国立新美術館は、ガラス張りのファサードの内側は明るい吹き抜けの空間になっており、板張りの床もとても心地よいですね。気軽にお茶を飲めるカフェやレストラン、地下には充実したミュージアムショップもあります。吹き抜けの奥が展示室になっており、1階から3階まであります。また展示室の外側には、屋外展示スペースもあり、彫刻など重量物を展示できるようになっています。先ごろ亡くなった黒川紀章 氏の設計との事ですね。

この美術館は場所もいいので、休日に行くと老若男女多くの美術ファンで賑っています。日本における公募点のあり方や、箱物行政に対する批判など、色々あるでしょうが、これだけ来場者が集まってくるのであれば、人々の美術に関する関心を高めるという点では十分機能しているのではないかと思いますね。

ところで、地価も利用効率も高く空き地がほとんど存在しない都内において、何か新しい建築物を建てる場合は、埋立地を除くと必ず何かの跡地ということになります。この国立新美術館の立っている場所も、元は東京大学の物性研究所と生産技術研究所があった場所です。その前をたどれば、大日本帝国陸軍の歩兵第三聯隊の兵舎でした。

歩兵第三聯隊といえば、戦前は麻布の歩三(昔はこの辺一帯は総称として麻布と呼ばれていました。大東京35区でも麻布区でしたもんね。)とも呼ばれていましたが、第一師団の揮下で、昭和11年の二・二六事件の際には、多くの将兵がここから反乱軍として出動しました。もっとも下士官・兵のほとんどは将校の命令に従っただけで、何が何だかわからなかったのではなかったかと思います。


国立新美術館の吹き抜けには、歩兵第三聯隊時代の兵舎の模型が置かれています。同聯隊は明治3年に編成された歴史を持ち、兵舎のほうは関東大震災で損壊した煉瓦建築を、震災復興事業の一環として再建し、昭和3年に落成した我が国初の近代的鉄筋コンクリート作りの兵舎だったということで、社)日本建築学会からは当時の文化庁長官及び東大総長に対して保存を望む要望も出されました。

実は、JJの父親(とっくに亡くなりましたが)は昭和17年の1月に陸軍に召集されましたが、本籍地が東京府だったので、この歩兵第三聯隊で新兵としての訓練を受けました。生前この兵舎に関する話を聞いた覚えはありませんでしたが、何か縁を感じます。

残念ながら歩兵第三聯隊の建物は取り壊されてしまいました。まあ、もとが兵舎ですので、今風の美術館に改装ということも無理があったのでしょうね。代わりに兵舎の一部は敷地内に保存されています。建物の切り口の部分は壁で塞いで、別館として公開されているようです。

江戸時代までさかのぼると、この土地は伊予宇和島藩・伊達家(十万石)の藩邸だったようです。(仙台藩の伊達氏の分家にあたります)

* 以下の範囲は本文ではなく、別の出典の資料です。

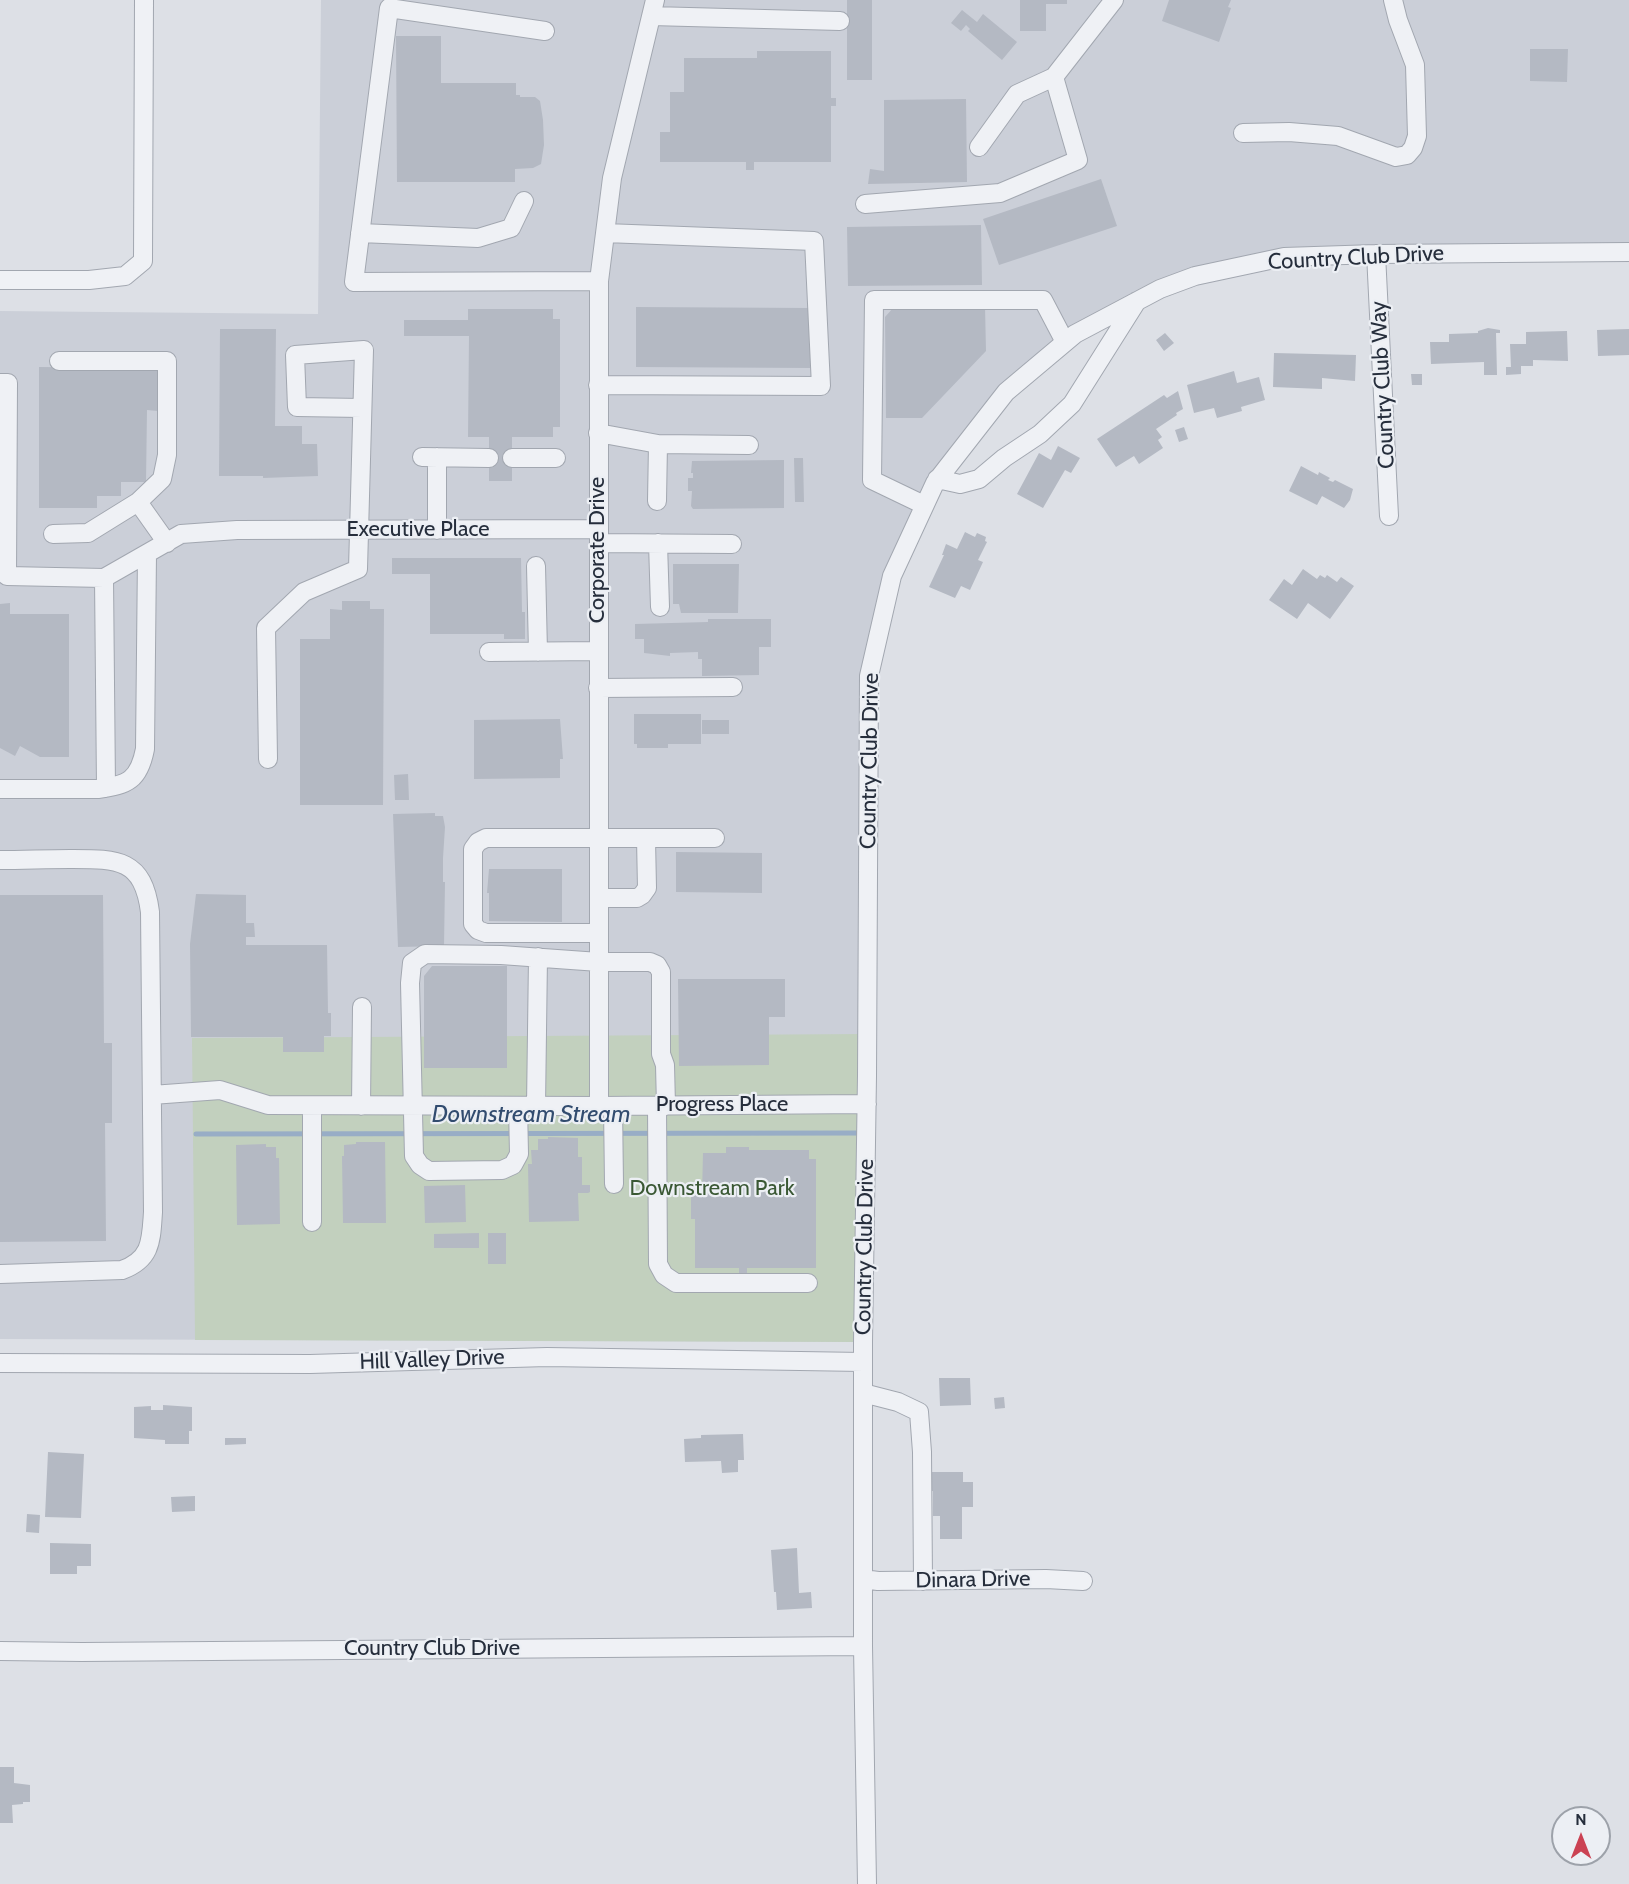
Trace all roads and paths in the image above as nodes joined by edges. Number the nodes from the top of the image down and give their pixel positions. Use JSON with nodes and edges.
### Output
{"nodes":[{"id":1,"x":144,"y":0,"type":"edge"},
{"id":2,"x":1114,"y":0,"type":"edge"},
{"id":3,"x":1393,"y":0,"type":"edge"},
{"id":4,"x":653,"y":8,"type":"edge"},
{"id":5,"x":840,"y":21,"type":"dead end"},
{"id":6,"x":545,"y":31,"type":"dead end"},
{"id":7,"x":1054,"y":77,"type":"junction"},
{"id":8,"x":1243,"y":133,"type":"dead end"},
{"id":9,"x":979,"y":147,"type":"dead end"},
{"id":10,"x":524,"y":201,"type":"dead end"},
{"id":11,"x":865,"y":204,"type":"dead end"},
{"id":12,"x":360,"y":233,"type":"junction"},
{"id":13,"x":605,"y":233,"type":"junction"},
{"id":14,"x":1629,"y":252,"type":"edge"},
{"id":15,"x":1376,"y":254,"type":"junction"},
{"id":16,"x":0,"y":280,"type":"edge"},
{"id":17,"x":600,"y":281,"type":"junction"},
{"id":18,"x":1137,"y":301,"type":"junction"},
{"id":19,"x":1065,"y":342,"type":"junction"},
{"id":20,"x":59,"y":360,"type":"dead end"},
{"id":21,"x":0,"y":383,"type":"edge"},
{"id":22,"x":598,"y":386,"type":"junction"},
{"id":23,"x":362,"y":408,"type":"junction"},
{"id":24,"x":598,"y":434,"type":"junction"},
{"id":25,"x":658,"y":444,"type":"junction"},
{"id":26,"x":749,"y":445,"type":"dead end"},
{"id":27,"x":489,"y":458,"type":"dead end"},
{"id":28,"x":512,"y":458,"type":"dead end"},
{"id":29,"x":556,"y":458,"type":"dead end"},
{"id":30,"x":937,"y":479,"type":"junction"},
{"id":31,"x":657,"y":501,"type":"dead end"},
{"id":32,"x":138,"y":502,"type":"junction"},
{"id":33,"x":924,"y":505,"type":"junction"},
{"id":34,"x":1389,"y":516,"type":"dead end"},
{"id":35,"x":360,"y":530,"type":"junction"},
{"id":36,"x":437,"y":530,"type":"junction"},
{"id":37,"x":53,"y":534,"type":"dead end"},
{"id":38,"x":599,"y":536,"type":"junction"},
{"id":39,"x":166,"y":543,"type":"junction"},
{"id":40,"x":658,"y":543,"type":"junction"},
{"id":41,"x":732,"y":544,"type":"dead end"},
{"id":42,"x":147,"y":554,"type":"junction"},
{"id":43,"x":536,"y":566,"type":"dead end"},
{"id":44,"x":3,"y":576,"type":"edge"},
{"id":45,"x":104,"y":578,"type":"junction"},
{"id":46,"x":660,"y":607,"type":"dead end"},
{"id":47,"x":598,"y":651,"type":"junction"},
{"id":48,"x":489,"y":652,"type":"dead end"},
{"id":49,"x":538,"y":652,"type":"junction"},
{"id":50,"x":733,"y":687,"type":"dead end"},
{"id":51,"x":598,"y":688,"type":"junction"},
{"id":52,"x":268,"y":759,"type":"dead end"},
{"id":53,"x":106,"y":788,"type":"junction"},
{"id":54,"x":0,"y":789,"type":"edge"},
{"id":55,"x":715,"y":838,"type":"dead end"},
{"id":56,"x":599,"y":839,"type":"junction"},
{"id":57,"x":646,"y":839,"type":"junction"},
{"id":58,"x":0,"y":860,"type":"edge"},
{"id":59,"x":599,"y":898,"type":"junction"},
{"id":60,"x":599,"y":933,"type":"junction"},
{"id":61,"x":538,"y":957,"type":"junction"},
{"id":62,"x":599,"y":962,"type":"junction"},
{"id":63,"x":362,"y":1007,"type":"dead end"},
{"id":64,"x":152,"y":1095,"type":"junction"},
{"id":65,"x":867,"y":1104,"type":"junction"},
{"id":66,"x":312,"y":1106,"type":"junction"},
{"id":67,"x":361,"y":1106,"type":"junction"},
{"id":68,"x":413,"y":1106,"type":"junction"},
{"id":69,"x":527,"y":1106,"type":"junction"},
{"id":70,"x":606,"y":1106,"type":"junction"},
{"id":71,"x":662,"y":1106,"type":"junction"},
{"id":72,"x":614,"y":1184,"type":"dead end"},
{"id":73,"x":312,"y":1222,"type":"dead end"},
{"id":74,"x":0,"y":1274,"type":"edge"},
{"id":75,"x":808,"y":1283,"type":"dead end"},
{"id":76,"x":863,"y":1362,"type":"junction"},
{"id":77,"x":0,"y":1363,"type":"edge"},
{"id":78,"x":863,"y":1393,"type":"junction"},
{"id":79,"x":863,"y":1579,"type":"junction"},
{"id":80,"x":923,"y":1581,"type":"junction"},
{"id":81,"x":1083,"y":1581,"type":"dead end"},
{"id":82,"x":863,"y":1646,"type":"junction"},
{"id":83,"x":0,"y":1651,"type":"edge"},
{"id":84,"x":867,"y":1884,"type":"edge"}],
"edges":[{"from":1,"to":16,"type":"street"},
{"from":2,"to":7,"type":"street"},
{"from":3,"to":8,"type":"street"},
{"from":4,"to":5,"type":"street"},
{"from":4,"to":13,"type":"street","name":"Corporate Drive"},
{"from":6,"to":12,"type":"street"},
{"from":7,"to":9,"type":"street"},
{"from":7,"to":11,"type":"street"},
{"from":10,"to":12,"type":"street"},
{"from":12,"to":17,"type":"street"},
{"from":13,"to":17,"type":"street","name":"Corporate Drive"},
{"from":13,"to":22,"type":"street"},
{"from":14,"to":15,"type":"street","name":"Country Club Drive"},
{"from":15,"to":18,"type":"street","name":"Country Club Drive"},
{"from":15,"to":34,"type":"street","name":"Country Club Way"},
{"from":17,"to":22,"type":"street","name":"Corporate Drive"},
{"from":18,"to":19,"type":"street","name":"Country Club Drive"},
{"from":18,"to":30,"type":"street"},
{"from":19,"to":30,"type":"street","name":"Country Club Drive"},
{"from":19,"to":33,"type":"street"},
{"from":20,"to":32,"type":"street"},
{"from":21,"to":44,"type":"street"},
{"from":22,"to":24,"type":"street","name":"Corporate Drive"},
{"from":23,"to":23,"type":"street"},
{"from":23,"to":35,"type":"street"},
{"from":24,"to":25,"type":"street"},
{"from":24,"to":38,"type":"street","name":"Corporate Drive"},
{"from":25,"to":26,"type":"street"},
{"from":25,"to":31,"type":"street"},
{"from":27,"to":36,"type":"street"},
{"from":28,"to":29,"type":"street"},
{"from":30,"to":33,"type":"street","name":"Country Club Drive"},
{"from":32,"to":37,"type":"street"},
{"from":32,"to":39,"type":"street"},
{"from":33,"to":65,"type":"street","name":"Country Club Drive"},
{"from":35,"to":36,"type":"street","name":"Executive Place"},
{"from":35,"to":39,"type":"street","name":"Executive Place"},
{"from":35,"to":52,"type":"street"},
{"from":36,"to":38,"type":"street","name":"Executive Place"},
{"from":38,"to":40,"type":"street","name":"Executive Place"},
{"from":38,"to":47,"type":"street","name":"Corporate Drive"},
{"from":39,"to":42,"type":"street","name":"Executive Place"},
{"from":40,"to":41,"type":"street","name":"Executive Place"},
{"from":40,"to":46,"type":"street"},
{"from":42,"to":45,"type":"street","name":"Executive Place"},
{"from":42,"to":53,"type":"street"},
{"from":43,"to":49,"type":"street"},
{"from":44,"to":45,"type":"street"},
{"from":45,"to":53,"type":"street"},
{"from":47,"to":49,"type":"street"},
{"from":47,"to":51,"type":"street","name":"Corporate Drive"},
{"from":48,"to":49,"type":"street"},
{"from":50,"to":51,"type":"street"},
{"from":51,"to":56,"type":"street","name":"Corporate Drive"},
{"from":53,"to":54,"type":"street"},
{"from":55,"to":57,"type":"street"},
{"from":56,"to":57,"type":"street"},
{"from":56,"to":59,"type":"street","name":"Corporate Drive"},
{"from":56,"to":60,"type":"street"},
{"from":57,"to":59,"type":"street"},
{"from":58,"to":64,"type":"street"},
{"from":59,"to":60,"type":"street","name":"Corporate Drive"},
{"from":60,"to":62,"type":"street","name":"Corporate Drive"},
{"from":61,"to":62,"type":"street"},
{"from":61,"to":68,"type":"street"},
{"from":61,"to":69,"type":"street"},
{"from":62,"to":70,"type":"street","name":"Corporate Drive"},
{"from":62,"to":71,"type":"street"},
{"from":63,"to":67,"type":"street"},
{"from":64,"to":66,"type":"street","name":"Progress Place"},
{"from":64,"to":74,"type":"street"},
{"from":65,"to":71,"type":"street","name":"Progress Place"},
{"from":65,"to":76,"type":"street","name":"Country Club Drive"},
{"from":66,"to":67,"type":"street","name":"Progress Place"},
{"from":66,"to":73,"type":"street"},
{"from":67,"to":68,"type":"street","name":"Progress Place"},
{"from":68,"to":69,"type":"street","name":"Progress Place"},
{"from":68,"to":69,"type":"street"},
{"from":69,"to":70,"type":"street","name":"Progress Place"},
{"from":70,"to":71,"type":"street","name":"Progress Place"},
{"from":70,"to":72,"type":"street","name":"Corporate Drive"},
{"from":71,"to":75,"type":"street"},
{"from":76,"to":77,"type":"street","name":"Hill Valley Drive"},
{"from":76,"to":78,"type":"street","name":"Country Club Drive"},
{"from":78,"to":79,"type":"street","name":"Country Club Drive"},
{"from":78,"to":80,"type":"street"},
{"from":79,"to":80,"type":"street","name":"Dinara Drive"},
{"from":79,"to":82,"type":"street","name":"Country Club Drive"},
{"from":80,"to":81,"type":"street","name":"Dinara Drive"},
{"from":82,"to":83,"type":"street","name":"Country Club Drive"},
{"from":82,"to":84,"type":"street","name":"Country Club Drive"}]}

ちなみに近くの東京ミッドタウンのある場所は、以前は防衛庁(市ヶ谷に移転)でしたが、その前は、帝国陸軍の歩兵第一聯隊でした。戦後米軍に接収されていた時期もありましたが、この辺は軍事施設が多かったようですね。こちらの方は江戸時代までさかのぼると長門萩藩(長州藩)・毛利家(36万9千石)の中屋敷及び下屋敷だったようです。隣接する檜町公園の日本庭園は当時の名残ですね。

ちなみに冒頭で言及しました「皇室の至宝展」での目玉展示の一つであった、狩野永徳の唐獅子図屏風は、毛利家の伝来品(秀吉が毛利家に贈ったと言われる)で、最後の藩主であった毛利元徳公から皇室に献上されたものだそうです。

なぜか話はグルっとつながってきましたね。